▶ _GOAL OF THE EXERCISE_
Give the listing again, word for word, and let no picture into it.

▶ _STORED DATA_
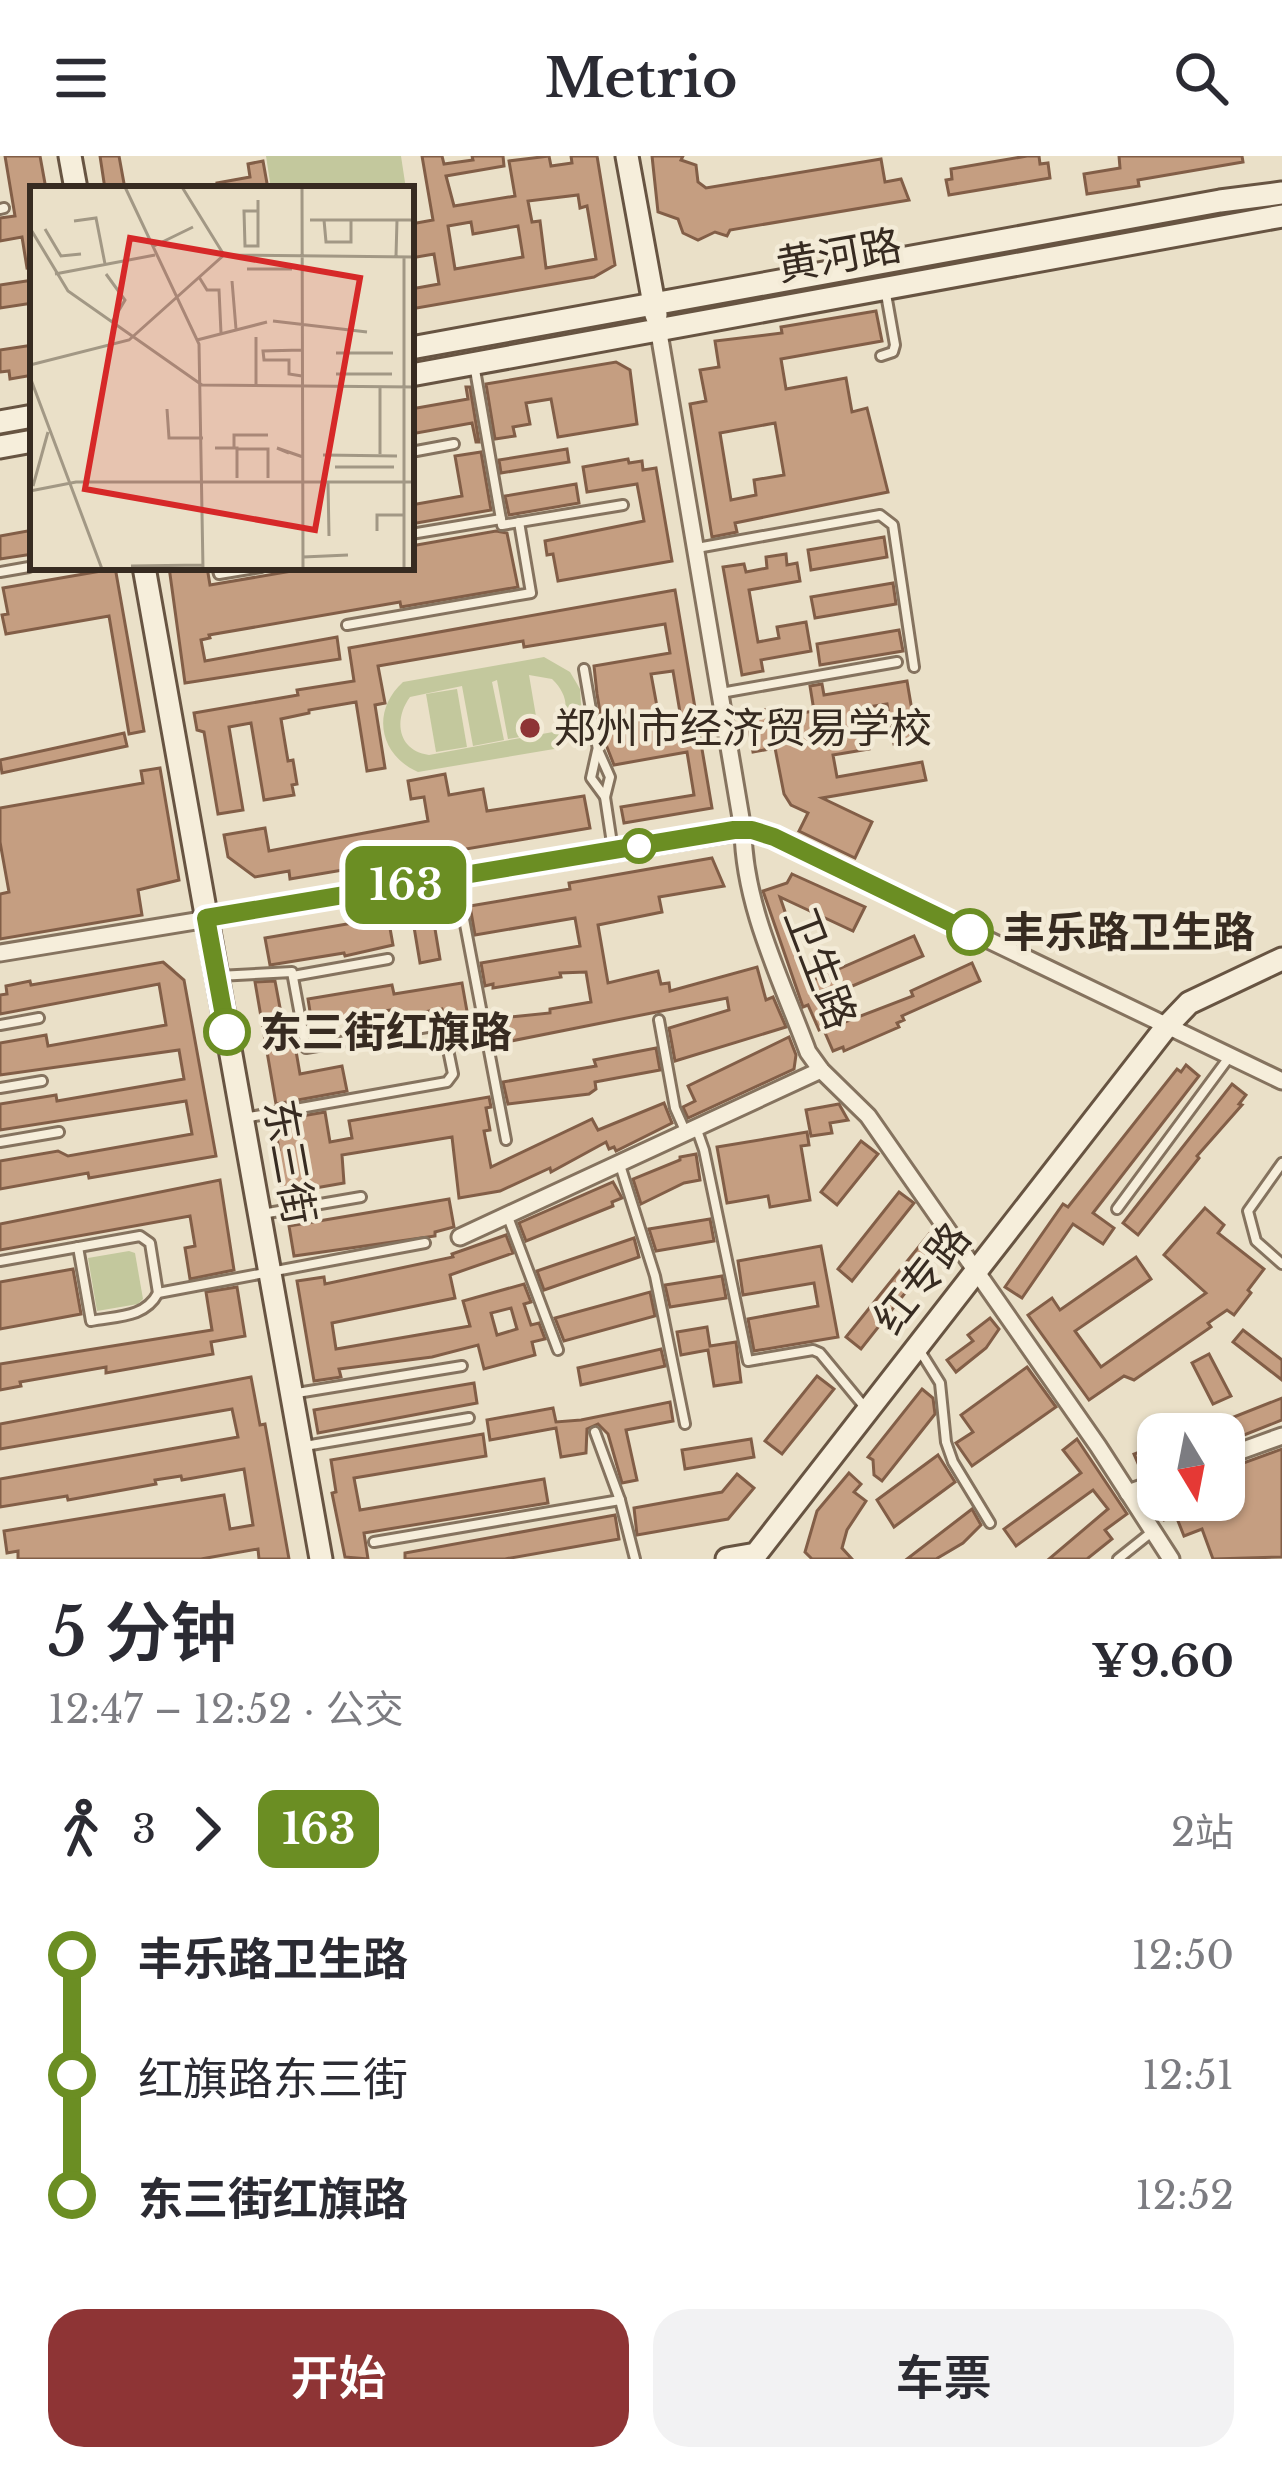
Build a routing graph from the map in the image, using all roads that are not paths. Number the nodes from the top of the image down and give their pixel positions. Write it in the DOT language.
graph roads {
  1 [pos="70,156"];
  2 [pos="627,156"];
  3 [pos="75,186"];
  4 [pos="1282,193"];
  5 [pos="1282,216"];
  6 [pos="885,286"];
  7 [pos="654,303"];
  8 [pos="658,327"];
  9 [pos="414,346"];
  10 [pos="880,356"];
  11 [pos="474,364"];
  12 [pos="414,374"];
  13 [pos="30,417"];
  14 [pos="0,422"];
  15 [pos="30,442"];
  16 [pos="454,444"];
  17 [pos="0,447"];
  18 [pos="414,451"];
  19 [pos="623,505"];
  20 [pos="501,519"];
  21 [pos="519,523"];
  22 [pos="414,534"];
  23 [pos="696,548"];
  24 [pos="29,567"];
  25 [pos="145,570"];
  26 [pos="0,572"];
  27 [pos="347,625"];
  28 [pos="897,662"];
  29 [pos="914,667"];
  30 [pos="584,669"];
  31 [pos="720,693"];
  32 [pos="598,750"];
  33 [pos="605,797"];
  34 [pos="743,830"];
  35 [pos="613,850"];
  36 [pos="456,877"];
  37 [pos="206,918"];
  38 [pos="0,953"];
  39 [pos="388,959"];
  40 [pos="1282,959"];
  41 [pos="217,976"];
  42 [pos="293,976"];
  43 [pos="39,1018"];
  44 [pos="658,1020"];
  45 [pos="0,1025"];
  46 [pos="1167,1026"];
  47 [pos="1230,1056"];
  48 [pos="821,1070"];
  49 [pos="43,1081"];
  50 [pos="1282,1081"];
  51 [pos="0,1088"];
  52 [pos="242,1119"];
  53 [pos="59,1132"];
  54 [pos="692,1132"];
  55 [pos="506,1140"];
  56 [pos="0,1142"];
  57 [pos="1282,1162"];
  58 [pos="620,1165"];
  59 [pos="361,1197"];
  60 [pos="1117,1209"];
  61 [pos="260,1214"];
  62 [pos="507,1215"];
  63 [pos="460,1237"];
  64 [pos="425,1243"];
  65 [pos="78,1247"];
  66 [pos="0,1261"];
  67 [pos="1282,1264"];
  68 [pos="977,1270"];
  69 [pos="270,1273"];
  70 [pos="158,1293"];
  71 [pos="917,1347"];
  72 [pos="558,1350"];
  73 [pos="462,1366"];
  74 [pos="292,1394"];
  75 [pos="868,1411"];
  76 [pos="469,1418"];
  77 [pos="685,1424"];
  78 [pos="595,1432"];
  79 [pos="1282,1436"];
  80 [pos="301,1447"];
  81 [pos="1245,1449"];
  82 [pos="1137,1489"];
  83 [pos="1128,1492"];
  84 [pos="620,1500"];
  85 [pos="990,1522"];
  86 [pos="1153,1531"];
  87 [pos="374,1542"];
  88 [pos="762,1557"];
  89 [pos="321,1559"];
  90 [pos="635,1559"];
  91 [pos="728,1559"];
  92 [pos="1118,1559"];
  93 [pos="1172,1559"];
  1 -- 3 [label="street"];
  2 -- 7 [label="street, 卫生路"];
  4 -- 7 [label="street, 黄河路"];
  5 -- 6 [label="street, 黄河路"];
  6 -- 8 [label="street, 黄河路"];
  6 -- 10 [label="lane"];
  7 -- 8 [label="street, 卫生路"];
  7 -- 9 [label="street, 黄河路"];
  8 -- 11 [label="street, 黄河路"];
  8 -- 23 [label="street, 卫生路"];
  11 -- 12 [label="street, 黄河路"];
  11 -- 20 [label="lane"];
  13 -- 14 [label="street"];
  15 -- 17 [label="street"];
  16 -- 18 [label="lane"];
  19 -- 21 [label="lane"];
  20 -- 21 [label="lane"];
  20 -- 22 [label="lane"];
  21 -- 27 [label="lane"];
  23 -- 29 [label="lane"];
  23 -- 31 [label="street, 卫生路"];
  24 -- 26 [label="lane"];
  25 -- 37 [label="street, 东三街"];
  28 -- 31 [label="lane"];
  30 -- 32 [label="lane"];
  31 -- 34 [label="street, 卫生路"];
  32 -- 33 [label="lane"];
  32 -- 33 [label="lane"];
  33 -- 35 [label="lane"];
  34 -- 35 [label="street"];
  34 -- 46 [label="street"];
  34 -- 48 [label="street, 卫生路"];
  35 -- 36 [label="street"];
  36 -- 37 [label="street"];
  36 -- 55 [label="lane"];
  37 -- 38 [label="street"];
  37 -- 41 [label="street, 东三街"];
  39 -- 42 [label="lane"];
  40 -- 46 [label="street, 红专路"];
  41 -- 42 [label="lane"];
  41 -- 52 [label="street, 东三街"];
  42 -- 52 [label="lane"];
  43 -- 45 [label="lane"];
  44 -- 54 [label="lane"];
  46 -- 47 [label="street"];
  46 -- 68 [label="street, 红专路"];
  47 -- 50 [label="street"];
  47 -- 60 [label="lane"];
  48 -- 54 [label="street"];
  48 -- 68 [label="street, 卫生路"];
  49 -- 51 [label="lane"];
  52 -- 61 [label="street, 东三街"];
  53 -- 56 [label="lane"];
  54 -- 58 [label="street"];
  54 -- 75 [label="lane"];
  57 -- 67 [label="lane"];
  58 -- 62 [label="street"];
  58 -- 77 [label="lane"];
  59 -- 61 [label="lane"];
  61 -- 69 [label="street, 东三街"];
  62 -- 63 [label="street"];
  62 -- 72 [label="lane"];
  64 -- 69 [label="lane"];
  65 -- 66 [label="lane"];
  65 -- 70 [label="lane"];
  65 -- 70 [label="lane"];
  68 -- 71 [label="street, 红专路"];
  68 -- 83 [label="street, 卫生路"];
  69 -- 70 [label="lane"];
  69 -- 74 [label="street, 东三街"];
  71 -- 75 [label="street, 红专路"];
  71 -- 85 [label="lane"];
  73 -- 74 [label="lane"];
  74 -- 80 [label="street, 东三街"];
  75 -- 88 [label="street, 红专路"];
  76 -- 80 [label="lane"];
  78 -- 84 [label="lane"];
  79 -- 81 [label="street"];
  80 -- 89 [label="street, 东三街"];
  82 -- 83 [label="street"];
  83 -- 86 [label="street, 卫生路"];
  84 -- 87 [label="lane"];
  84 -- 90 [label="lane"];
  86 -- 92 [label="lane"];
  86 -- 93 [label="street, 卫生路"];
  88 -- 91 [label="street, 红专路"];
}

▶ _SOLUTION FOR THIS EXERCISE_
Build a routing graph from the map in the image, using all roads that are not paths. Number the nodes from the top of the image down and give their pixel positions. Write it in the DOT language.
graph roads {
  1 [pos="70,156"];
  2 [pos="627,156"];
  3 [pos="75,186"];
  4 [pos="1282,193"];
  5 [pos="1282,216"];
  6 [pos="885,286"];
  7 [pos="654,303"];
  8 [pos="658,327"];
  9 [pos="414,346"];
  10 [pos="880,356"];
  11 [pos="474,364"];
  12 [pos="414,374"];
  13 [pos="30,417"];
  14 [pos="0,422"];
  15 [pos="30,442"];
  16 [pos="454,444"];
  17 [pos="0,447"];
  18 [pos="414,451"];
  19 [pos="623,505"];
  20 [pos="501,519"];
  21 [pos="519,523"];
  22 [pos="414,534"];
  23 [pos="696,548"];
  24 [pos="29,567"];
  25 [pos="145,570"];
  26 [pos="0,572"];
  27 [pos="347,625"];
  28 [pos="897,662"];
  29 [pos="914,667"];
  30 [pos="584,669"];
  31 [pos="720,693"];
  32 [pos="598,750"];
  33 [pos="605,797"];
  34 [pos="743,830"];
  35 [pos="613,850"];
  36 [pos="456,877"];
  37 [pos="206,918"];
  38 [pos="0,953"];
  39 [pos="388,959"];
  40 [pos="1282,959"];
  41 [pos="217,976"];
  42 [pos="293,976"];
  43 [pos="39,1018"];
  44 [pos="658,1020"];
  45 [pos="0,1025"];
  46 [pos="1167,1026"];
  47 [pos="1230,1056"];
  48 [pos="821,1070"];
  49 [pos="43,1081"];
  50 [pos="1282,1081"];
  51 [pos="0,1088"];
  52 [pos="242,1119"];
  53 [pos="59,1132"];
  54 [pos="692,1132"];
  55 [pos="506,1140"];
  56 [pos="0,1142"];
  57 [pos="1282,1162"];
  58 [pos="620,1165"];
  59 [pos="361,1197"];
  60 [pos="1117,1209"];
  61 [pos="260,1214"];
  62 [pos="507,1215"];
  63 [pos="460,1237"];
  64 [pos="425,1243"];
  65 [pos="78,1247"];
  66 [pos="0,1261"];
  67 [pos="1282,1264"];
  68 [pos="977,1270"];
  69 [pos="270,1273"];
  70 [pos="158,1293"];
  71 [pos="917,1347"];
  72 [pos="558,1350"];
  73 [pos="462,1366"];
  74 [pos="292,1394"];
  75 [pos="868,1411"];
  76 [pos="469,1418"];
  77 [pos="685,1424"];
  78 [pos="595,1432"];
  79 [pos="1282,1436"];
  80 [pos="301,1447"];
  81 [pos="1245,1449"];
  82 [pos="1137,1489"];
  83 [pos="1128,1492"];
  84 [pos="620,1500"];
  85 [pos="990,1522"];
  86 [pos="1153,1531"];
  87 [pos="374,1542"];
  88 [pos="762,1557"];
  89 [pos="321,1559"];
  90 [pos="635,1559"];
  91 [pos="728,1559"];
  92 [pos="1118,1559"];
  93 [pos="1172,1559"];
  1 -- 3 [label="street"];
  2 -- 7 [label="street, 卫生路"];
  4 -- 7 [label="street, 黄河路"];
  5 -- 6 [label="street, 黄河路"];
  6 -- 8 [label="street, 黄河路"];
  6 -- 10 [label="lane"];
  7 -- 8 [label="street, 卫生路"];
  7 -- 9 [label="street, 黄河路"];
  8 -- 11 [label="street, 黄河路"];
  8 -- 23 [label="street, 卫生路"];
  11 -- 12 [label="street, 黄河路"];
  11 -- 20 [label="lane"];
  13 -- 14 [label="street"];
  15 -- 17 [label="street"];
  16 -- 18 [label="lane"];
  19 -- 21 [label="lane"];
  20 -- 21 [label="lane"];
  20 -- 22 [label="lane"];
  21 -- 27 [label="lane"];
  23 -- 29 [label="lane"];
  23 -- 31 [label="street, 卫生路"];
  24 -- 26 [label="lane"];
  25 -- 37 [label="street, 东三街"];
  28 -- 31 [label="lane"];
  30 -- 32 [label="lane"];
  31 -- 34 [label="street, 卫生路"];
  32 -- 33 [label="lane"];
  32 -- 33 [label="lane"];
  33 -- 35 [label="lane"];
  34 -- 35 [label="street"];
  34 -- 46 [label="street"];
  34 -- 48 [label="street, 卫生路"];
  35 -- 36 [label="street"];
  36 -- 37 [label="street"];
  36 -- 55 [label="lane"];
  37 -- 38 [label="street"];
  37 -- 41 [label="street, 东三街"];
  39 -- 42 [label="lane"];
  40 -- 46 [label="street, 红专路"];
  41 -- 42 [label="lane"];
  41 -- 52 [label="street, 东三街"];
  42 -- 52 [label="lane"];
  43 -- 45 [label="lane"];
  44 -- 54 [label="lane"];
  46 -- 47 [label="street"];
  46 -- 68 [label="street, 红专路"];
  47 -- 50 [label="street"];
  47 -- 60 [label="lane"];
  48 -- 54 [label="street"];
  48 -- 68 [label="street, 卫生路"];
  49 -- 51 [label="lane"];
  52 -- 61 [label="street, 东三街"];
  53 -- 56 [label="lane"];
  54 -- 58 [label="street"];
  54 -- 75 [label="lane"];
  57 -- 67 [label="lane"];
  58 -- 62 [label="street"];
  58 -- 77 [label="lane"];
  59 -- 61 [label="lane"];
  61 -- 69 [label="street, 东三街"];
  62 -- 63 [label="street"];
  62 -- 72 [label="lane"];
  64 -- 69 [label="lane"];
  65 -- 66 [label="lane"];
  65 -- 70 [label="lane"];
  65 -- 70 [label="lane"];
  68 -- 71 [label="street, 红专路"];
  68 -- 83 [label="street, 卫生路"];
  69 -- 70 [label="lane"];
  69 -- 74 [label="street, 东三街"];
  71 -- 75 [label="street, 红专路"];
  71 -- 85 [label="lane"];
  73 -- 74 [label="lane"];
  74 -- 80 [label="street, 东三街"];
  75 -- 88 [label="street, 红专路"];
  76 -- 80 [label="lane"];
  78 -- 84 [label="lane"];
  79 -- 81 [label="street"];
  80 -- 89 [label="street, 东三街"];
  82 -- 83 [label="street"];
  83 -- 86 [label="street, 卫生路"];
  84 -- 87 [label="lane"];
  84 -- 90 [label="lane"];
  86 -- 92 [label="lane"];
  86 -- 93 [label="street, 卫生路"];
  88 -- 91 [label="street, 红专路"];
}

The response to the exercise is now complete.